Action item:
Please copy all of the entries exactly, but drop every picture.
--- Exercise data Enclosed Below ---
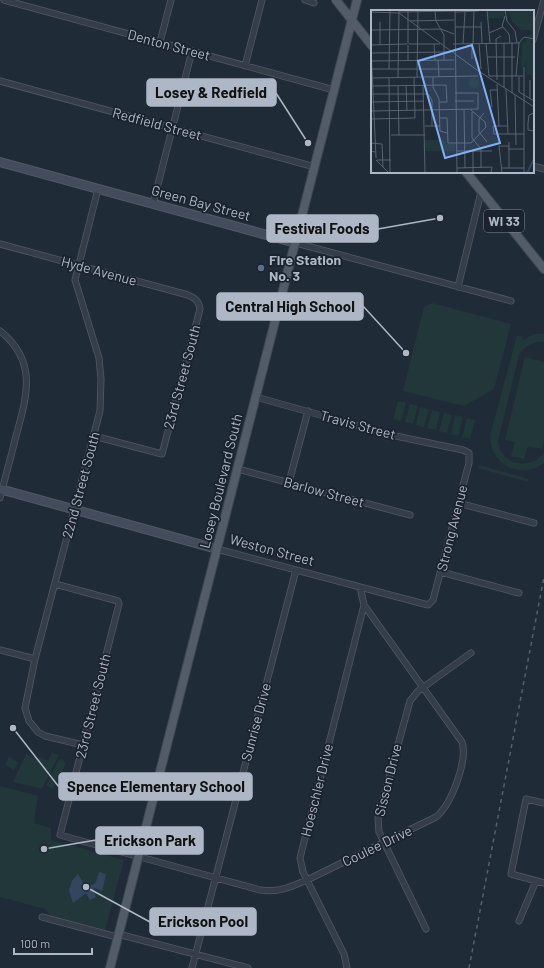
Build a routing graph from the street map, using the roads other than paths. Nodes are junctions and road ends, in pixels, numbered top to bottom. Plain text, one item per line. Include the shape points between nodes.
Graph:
1 (4, 0) edge
2 (171, 0) edge
3 (262, 0) edge
4 (305, 0) edge
5 (336, 0) edge
6 (357, 0) edge
7 (544, 0) edge
8 (314, 2) dead end
9 (352, 20) junction
10 (534, 36) edge
11 (160, 42) junction
12 (371, 45) edge
13 (192, 51) junction
14 (245, 66) junction
15 (0, 81) edge
16 (334, 90) junction
17 (173, 128) junction
18 (0, 162) edge
19 (315, 166) junction
20 (534, 166) edge
21 (544, 169) edge
22 (467, 173) edge
23 (98, 189) junction
24 (481, 192) junction
25 (153, 204) junction
26 (296, 243) junction
27 (0, 244) edge
28 (78, 266) junction
29 (544, 269) edge
30 (458, 287) junction
31 (197, 300) joint
32 (511, 301) dead end
33 (0, 330) edge
34 (256, 397) junction
35 (308, 411) junction
36 (94, 436) junction
37 (460, 451) joint
38 (238, 469) junction
39 (289, 482) junction
40 (1, 489) edge
41 (0, 498) edge
42 (458, 503) junction
43 (75, 509) junction
44 (410, 515) dead end
45 (534, 523) dead end
46 (217, 549) junction
47 (296, 570) junction
48 (441, 572) junction
49 (56, 584) junction
50 (360, 587) junction
51 (519, 594) dead end
52 (423, 604) joint
53 (364, 605) junction
54 (0, 650) edge
55 (471, 653) dead end
56 (35, 659) junction
57 (423, 687) junction
58 (83, 745) junction
59 (544, 803) edge
60 (60, 835) joint
61 (383, 842) junction
62 (138, 857) junction
63 (216, 878) junction
64 (307, 880) junction
65 (536, 881) junction
66 (544, 883) edge
67 (42, 917) dead end
68 (519, 920) dead end
69 (426, 929) dead end
70 (118, 936) junction
71 (196, 954) junction
72 (110, 968) edge
73 (192, 968) edge
74 (248, 968) edge
75 (347, 968) edge

1 - 11 street, Denton Street
2 - 11 street
3 - 14 street
4 - 8 street
5 - 9 main road
6 - 9 main road, Losey Boulevard South
7 - 10 street
9 - 12 main road
9 - 16 main road, Losey Boulevard South
11 - 13 street, Denton Street
13 - 14 street, Denton Street
13 - 17 street
14 - 16 street, Denton Street
15 - 17 street, Redfield Street
16 - 19 main road, Losey Boulevard South
17 - 19 street, Redfield Street
17 - 25 street
18 - 23 street, Green Bay Street
19 - 26 main road, Losey Boulevard South
20 - 21 street
22 - 24 main road, WI 33
23 - 25 street, Green Bay Street
23 - 28 street, 22nd Street South
24 - 29 main road, WI 33
24 - 30 street
25 - 26 street, Green Bay Street
26 - 30 street, Green Bay Street
26 - 34 main road, Losey Boulevard South
27 - 28 street, Hyde Avenue
28 - 31 street, Hyde Avenue
28 - 36 street, 22nd Street South via 76,289 95,342 101,371 100,404
30 - 32 street, Green Bay Street
31 - 36 street, 23rd Street South via 200,309 162,454
33 - 40 street via 20,355 26,369 27,383 26,401
34 - 35 street, Travis Street
34 - 38 main road, Losey Boulevard South
35 - 37 street, Travis Street
35 - 39 street
36 - 43 street, 22nd Street South
37 - 42 street, Strong Avenue via 468,452 470,459
38 - 39 street, Barlow Street
38 - 46 main road, Losey Boulevard South
39 - 44 street, Barlow Street
40 - 41 street
40 - 43 street, Weston Street
42 - 45 street
42 - 48 street, Strong Avenue
43 - 46 street, Weston Street
43 - 49 street, 22nd Street South
46 - 47 street, Weston Street
46 - 62 main road, Losey Boulevard South
47 - 50 street, Weston Street
47 - 63 street, Sunrise Drive
48 - 51 street
48 - 52 street, Strong Avenue via 432,602
49 - 56 street, 22nd Street South
49 - 58 street, 23rd Street South via 118,601 119,607
50 - 52 street, Weston Street
50 - 53 street, Coulee Drive
53 - 57 street, Coulee Drive
53 - 64 street, Hoeschler Drive via 301,851 301,863
54 - 56 street
55 - 57 street, Sisson Drive
56 - 58 street, 22nd Street South via 25,700 29,721 45,736
57 - 61 street, Sisson Drive via 408,705 384,795 377,824
57 - 61 street, Coulee Drive via 459,736 463,746 463,757 452,796 444,810
58 - 60 street, 23rd Street South
59 - 65 street via 526,799 511,874
60 - 62 street, Coulee Drive
61 - 64 street, Coulee Drive
61 - 69 street, Sisson Drive
62 - 63 street, Coulee Drive
62 - 70 main road, Losey Boulevard South
63 - 64 street, Coulee Drive via 271,891 285,889
63 - 71 street, Sunrise Drive
64 - 75 street, Hoeschler Drive via 344,954
65 - 66 street
65 - 68 street
67 - 70 street
70 - 71 street
70 - 72 main road, Losey Boulevard South
71 - 73 street, Sunrise Drive
71 - 74 street

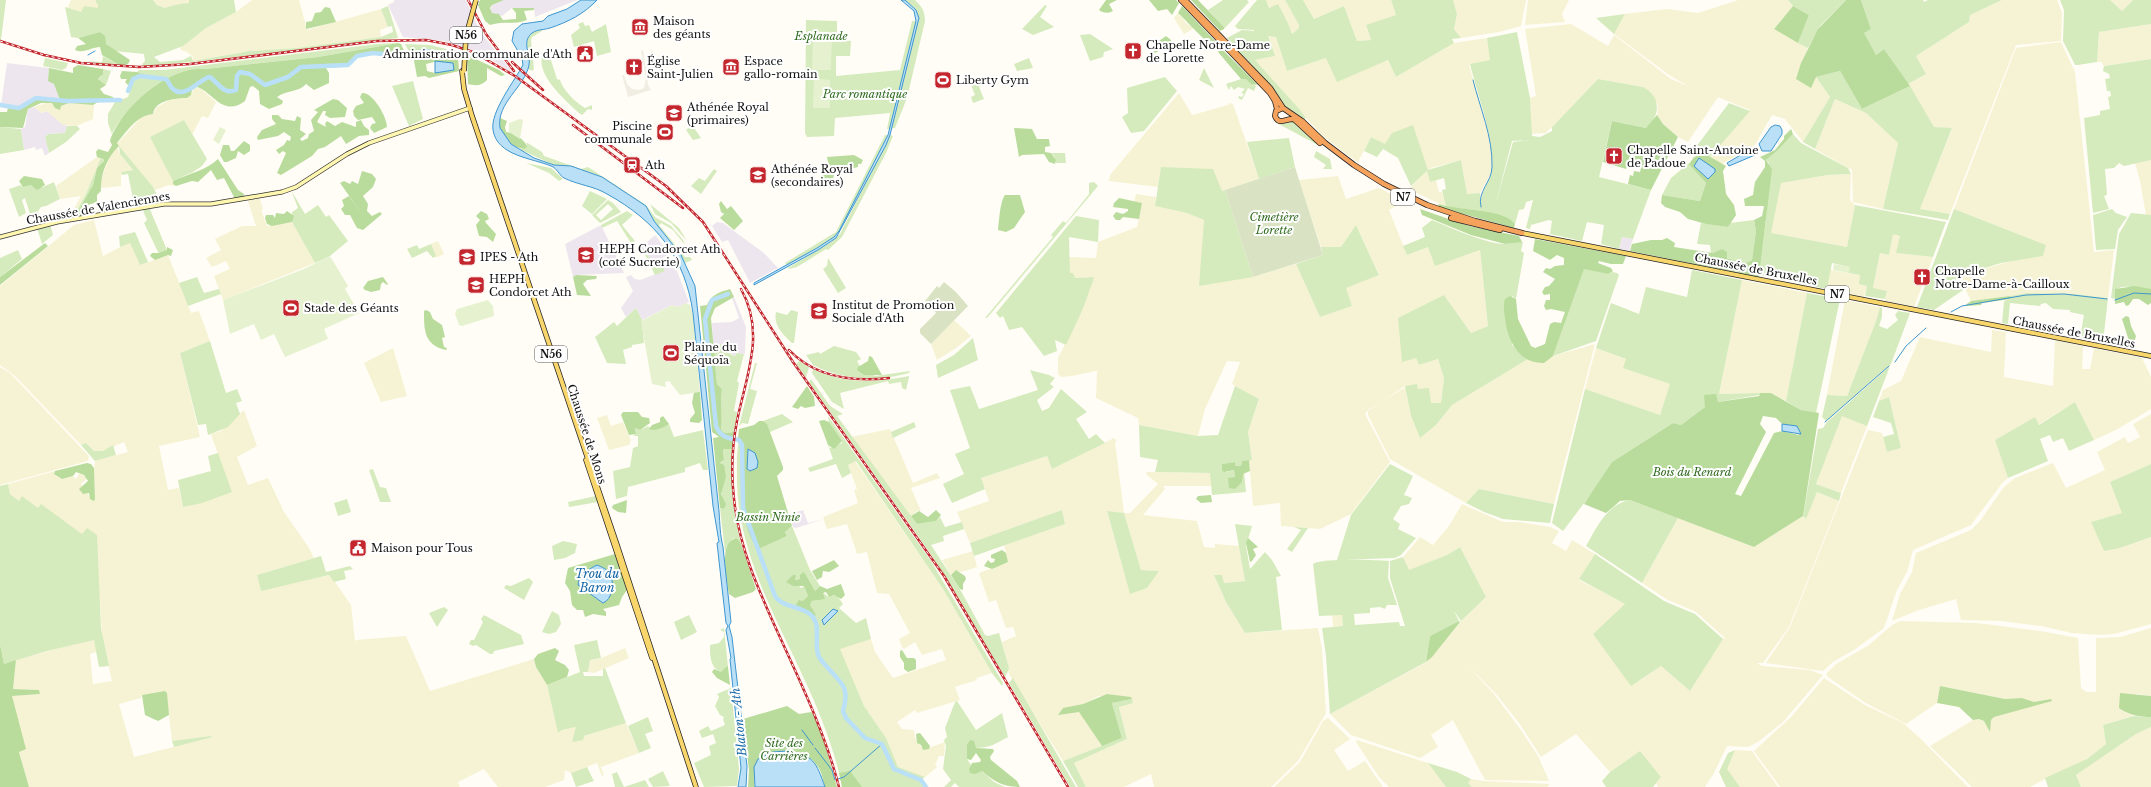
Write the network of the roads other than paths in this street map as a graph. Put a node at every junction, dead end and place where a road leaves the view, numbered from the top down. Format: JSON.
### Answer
{"nodes":[{"id":1,"x":475,"y":0,"type":"edge"},
{"id":2,"x":1181,"y":0,"type":"edge"},
{"id":3,"x":1186,"y":2,"type":"edge"},
{"id":4,"x":1229,"y":49,"type":"junction"},
{"id":5,"x":469,"y":108,"type":"junction"},
{"id":6,"x":1283,"y":108,"type":"junction"},
{"id":7,"x":1277,"y":110,"type":"junction"},
{"id":8,"x":1288,"y":112,"type":"junction"},
{"id":9,"x":1286,"y":120,"type":"junction"},
{"id":10,"x":1522,"y":233,"type":"junction"},
{"id":11,"x":0,"y":237,"type":"edge"},
{"id":12,"x":2151,"y":356,"type":"edge"},
{"id":13,"x":696,"y":787,"type":"edge"}],
"edges":[{"from":1,"to":5,"type":"main road","number":"N56","bridge":true},
{"from":2,"to":3,"type":"highway"},
{"from":3,"to":4,"type":"highway"},
{"from":4,"to":6,"type":"highway"},
{"from":4,"to":7,"type":"highway"},
{"from":5,"to":11,"type":"main road","name":"Chaussée de Valenciennes"},
{"from":5,"to":13,"type":"main road","name":"Chaussée de Mons","number":"N56"},
{"from":6,"to":7,"type":"highway"},
{"from":6,"to":8,"type":"highway"},
{"from":7,"to":9,"type":"highway"},
{"from":8,"to":9,"type":"highway"},
{"from":8,"to":10,"type":"highway","name":"Chaussée de Bruxelles","number":"N7"},
{"from":9,"to":10,"type":"highway","name":"Chaussée de Bruxelles","number":"N7"},
{"from":10,"to":12,"type":"main road","name":"Chaussée de Bruxelles","number":"N7"}]}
--- End of Enclosed Exercise data ---
Output for this exercise:
Build a routing graph from the street map, using the roads other than paths. Nodes are junctions and road ends, in pixels, numbered top to bottom. Plain text, one item per line. Include the shape points between nodes.
Graph:
1 (4, 0) edge
2 (171, 0) edge
3 (262, 0) edge
4 (305, 0) edge
5 (336, 0) edge
6 (357, 0) edge
7 (544, 0) edge
8 (314, 2) dead end
9 (352, 20) junction
10 (534, 36) edge
11 (160, 42) junction
12 (371, 45) edge
13 (192, 51) junction
14 (245, 66) junction
15 (0, 81) edge
16 (334, 90) junction
17 (173, 128) junction
18 (0, 162) edge
19 (315, 166) junction
20 (534, 166) edge
21 (544, 169) edge
22 (467, 173) edge
23 (98, 189) junction
24 (481, 192) junction
25 (153, 204) junction
26 (296, 243) junction
27 (0, 244) edge
28 (78, 266) junction
29 (544, 269) edge
30 (458, 287) junction
31 (197, 300) joint
32 (511, 301) dead end
33 (0, 330) edge
34 (256, 397) junction
35 (308, 411) junction
36 (94, 436) junction
37 (460, 451) joint
38 (238, 469) junction
39 (289, 482) junction
40 (1, 489) edge
41 (0, 498) edge
42 (458, 503) junction
43 (75, 509) junction
44 (410, 515) dead end
45 (534, 523) dead end
46 (217, 549) junction
47 (296, 570) junction
48 (441, 572) junction
49 (56, 584) junction
50 (360, 587) junction
51 (519, 594) dead end
52 (423, 604) joint
53 (364, 605) junction
54 (0, 650) edge
55 (471, 653) dead end
56 (35, 659) junction
57 (423, 687) junction
58 (83, 745) junction
59 (544, 803) edge
60 (60, 835) joint
61 (383, 842) junction
62 (138, 857) junction
63 (216, 878) junction
64 (307, 880) junction
65 (536, 881) junction
66 (544, 883) edge
67 (42, 917) dead end
68 (519, 920) dead end
69 (426, 929) dead end
70 (118, 936) junction
71 (196, 954) junction
72 (110, 968) edge
73 (192, 968) edge
74 (248, 968) edge
75 (347, 968) edge

1 - 11 street, Denton Street
2 - 11 street
3 - 14 street
4 - 8 street
5 - 9 main road
6 - 9 main road, Losey Boulevard South
7 - 10 street
9 - 12 main road
9 - 16 main road, Losey Boulevard South
11 - 13 street, Denton Street
13 - 14 street, Denton Street
13 - 17 street
14 - 16 street, Denton Street
15 - 17 street, Redfield Street
16 - 19 main road, Losey Boulevard South
17 - 19 street, Redfield Street
17 - 25 street
18 - 23 street, Green Bay Street
19 - 26 main road, Losey Boulevard South
20 - 21 street
22 - 24 main road, WI 33
23 - 25 street, Green Bay Street
23 - 28 street, 22nd Street South
24 - 29 main road, WI 33
24 - 30 street
25 - 26 street, Green Bay Street
26 - 30 street, Green Bay Street
26 - 34 main road, Losey Boulevard South
27 - 28 street, Hyde Avenue
28 - 31 street, Hyde Avenue
28 - 36 street, 22nd Street South via 76,289 95,342 101,371 100,404
30 - 32 street, Green Bay Street
31 - 36 street, 23rd Street South via 200,309 162,454
33 - 40 street via 20,355 26,369 27,383 26,401
34 - 35 street, Travis Street
34 - 38 main road, Losey Boulevard South
35 - 37 street, Travis Street
35 - 39 street
36 - 43 street, 22nd Street South
37 - 42 street, Strong Avenue via 468,452 470,459
38 - 39 street, Barlow Street
38 - 46 main road, Losey Boulevard South
39 - 44 street, Barlow Street
40 - 41 street
40 - 43 street, Weston Street
42 - 45 street
42 - 48 street, Strong Avenue
43 - 46 street, Weston Street
43 - 49 street, 22nd Street South
46 - 47 street, Weston Street
46 - 62 main road, Losey Boulevard South
47 - 50 street, Weston Street
47 - 63 street, Sunrise Drive
48 - 51 street
48 - 52 street, Strong Avenue via 432,602
49 - 56 street, 22nd Street South
49 - 58 street, 23rd Street South via 118,601 119,607
50 - 52 street, Weston Street
50 - 53 street, Coulee Drive
53 - 57 street, Coulee Drive
53 - 64 street, Hoeschler Drive via 301,851 301,863
54 - 56 street
55 - 57 street, Sisson Drive
56 - 58 street, 22nd Street South via 25,700 29,721 45,736
57 - 61 street, Sisson Drive via 408,705 384,795 377,824
57 - 61 street, Coulee Drive via 459,736 463,746 463,757 452,796 444,810
58 - 60 street, 23rd Street South
59 - 65 street via 526,799 511,874
60 - 62 street, Coulee Drive
61 - 64 street, Coulee Drive
61 - 69 street, Sisson Drive
62 - 63 street, Coulee Drive
62 - 70 main road, Losey Boulevard South
63 - 64 street, Coulee Drive via 271,891 285,889
63 - 71 street, Sunrise Drive
64 - 75 street, Hoeschler Drive via 344,954
65 - 66 street
65 - 68 street
67 - 70 street
70 - 71 street
70 - 72 main road, Losey Boulevard South
71 - 73 street, Sunrise Drive
71 - 74 street

Write the network of the roads other than paths in this street map as a graph. Put a node at every junction, dead end and place where a road leaves the view, numbered from the top down. Format: JSON.
### Answer
{"nodes":[{"id":1,"x":475,"y":0,"type":"edge"},
{"id":2,"x":1181,"y":0,"type":"edge"},
{"id":3,"x":1186,"y":2,"type":"edge"},
{"id":4,"x":1229,"y":49,"type":"junction"},
{"id":5,"x":469,"y":108,"type":"junction"},
{"id":6,"x":1283,"y":108,"type":"junction"},
{"id":7,"x":1277,"y":110,"type":"junction"},
{"id":8,"x":1288,"y":112,"type":"junction"},
{"id":9,"x":1286,"y":120,"type":"junction"},
{"id":10,"x":1522,"y":233,"type":"junction"},
{"id":11,"x":0,"y":237,"type":"edge"},
{"id":12,"x":2151,"y":356,"type":"edge"},
{"id":13,"x":696,"y":787,"type":"edge"}],
"edges":[{"from":1,"to":5,"type":"main road","number":"N56","bridge":true},
{"from":2,"to":3,"type":"highway"},
{"from":3,"to":4,"type":"highway"},
{"from":4,"to":6,"type":"highway"},
{"from":4,"to":7,"type":"highway"},
{"from":5,"to":11,"type":"main road","name":"Chaussée de Valenciennes"},
{"from":5,"to":13,"type":"main road","name":"Chaussée de Mons","number":"N56"},
{"from":6,"to":7,"type":"highway"},
{"from":6,"to":8,"type":"highway"},
{"from":7,"to":9,"type":"highway"},
{"from":8,"to":9,"type":"highway"},
{"from":8,"to":10,"type":"highway","name":"Chaussée de Bruxelles","number":"N7"},
{"from":9,"to":10,"type":"highway","name":"Chaussée de Bruxelles","number":"N7"},
{"from":10,"to":12,"type":"main road","name":"Chaussée de Bruxelles","number":"N7"}]}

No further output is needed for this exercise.